- **Problem to solve**: Below are the records; give the number of lines in them that include the word "path", and nothing more.

- **Information shown**:

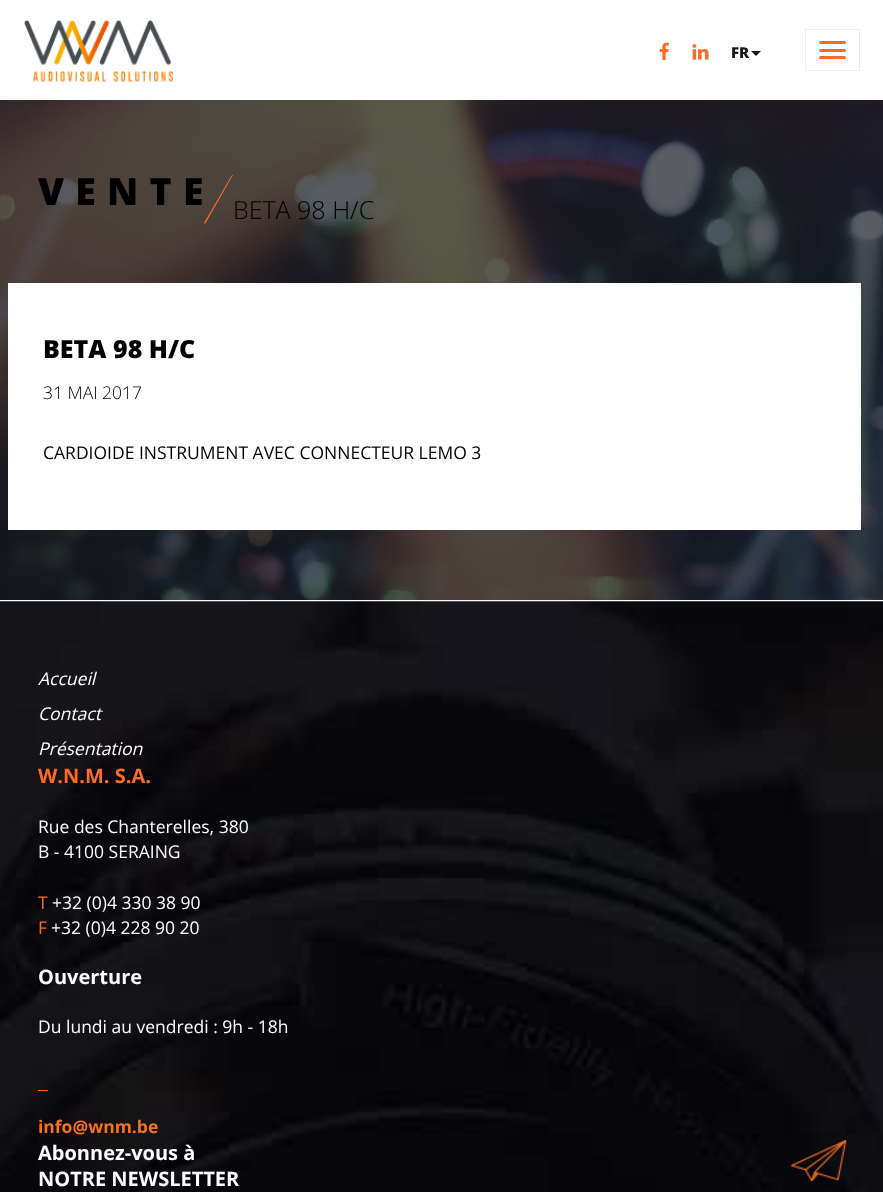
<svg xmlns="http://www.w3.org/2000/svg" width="883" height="1192">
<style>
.a{font:800 15px Open Sans;fill:#16171f}
.b{font:800 37.5px Open Sans;letter-spacing:11.25px;fill:#000}
.c{font:300 25px Open Sans;fill:#000}
.d{font:800 25px Open Sans;fill:#000}
.e{font:300 17.5px Open Sans;fill:#000}
.f{font:17.5px Open Sans;fill:#000}
.g{font:italic 17.5px Open Sans;fill:#fff}
.h{font:bold 20px Open Sans;fill:#ff6a28}
.i{font:17.5px Open Sans;fill:#fff}
.j{font:17.5px Open Sans;fill:#ff6a28}
.k{font:bold 20px Open Sans;fill:#fff}
.l{font:bold 17.5px Open Sans;fill:#f47321}
</style>
<rect width="100%" height="100%" fill="#fff"/>
<image href="1.png" x="23" y="20" width="150" height="62"/>
<path fill="none" stroke="#ededed" d="M805.5 29.5h54v41H805.5z"/>
<rect fill="#ff6a28" x="819" y="41" width="27" height="3" rx="1.5"/>
<rect fill="#ff6a28" x="819" y="49" width="27" height="3" rx="1.5"/>
<rect fill="#ff6a28" x="819" y="56" width="27" height="3" rx="1.5"/>
<image href="2.png" x="659" y="42" width="10" height="19"/>
<image href="3.png" x="692" y="44" width="17" height="16"/>
<path fill="#16171f" d="M751 51h10l-5 5z"/>
<image href="4.png" x="0" y="100" width="883" height="500"/>
<path fill="#ff6a28" d="M232 175h1l-28 49l-1-1z"/>
<path fill="#fff" d="M8 283h853v247H8z"/>
<image href="5.png" x="0" y="601" width="883" height="591"/>
<path fill="#ff6a28" d="M38 1090h10v1H38z"/>
<image href="6.png" x="791" y="1140" width="56" height="42"/>
<text class="a" x="731" y="58">FR</text>
<text class="b" x="38" y="205">VENTE</text>
<text class="c" x="233" y="219">BETA 98 H/C</text>
<text class="d" x="43" y="358">BETA 98 H/C</text>
<text class="e" x="43" y="399">31 MAI 2017</text>
<text class="f" x="43" y="459">CARDIOIDE INSTRUMENT AVEC CONNECTEUR LEMO 3</text>
<text class="g" x="38" y="685">Accueil</text>
<text class="g" x="38" y="720">Contact</text>
<text class="g" x="38" y="755">Présentation</text>
<text class="h" x="38" y="783">W.N.M. S.A.</text>
<text class="i" x="38" y="833">Rue des Chanterelles, 380</text>
<text class="i" x="38" y="858">B - 4100 SERAING</text>
<text class="j" x="38" y="909">T</text>
<text class="i" x="52" y="909">+32 (0)4 330 38 90</text>
<text class="j" x="38" y="934">F</text>
<text class="i" x="51" y="934">+32 (0)4 228 90 20</text>
<text class="k" x="38" y="984">Ouverture</text>
<text class="i" x="38" y="1033">Du lundi au vendredi : 9h - 18h</text>
<text class="l" x="38" y="1133">info@wnm.be</text>
<text class="k" x="38" y="1160">Abonnez-vous à</text>
<text class="k" x="38" y="1186">NOTRE NEWSLETTER</text>
</svg>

- **Result of this exercise**: 5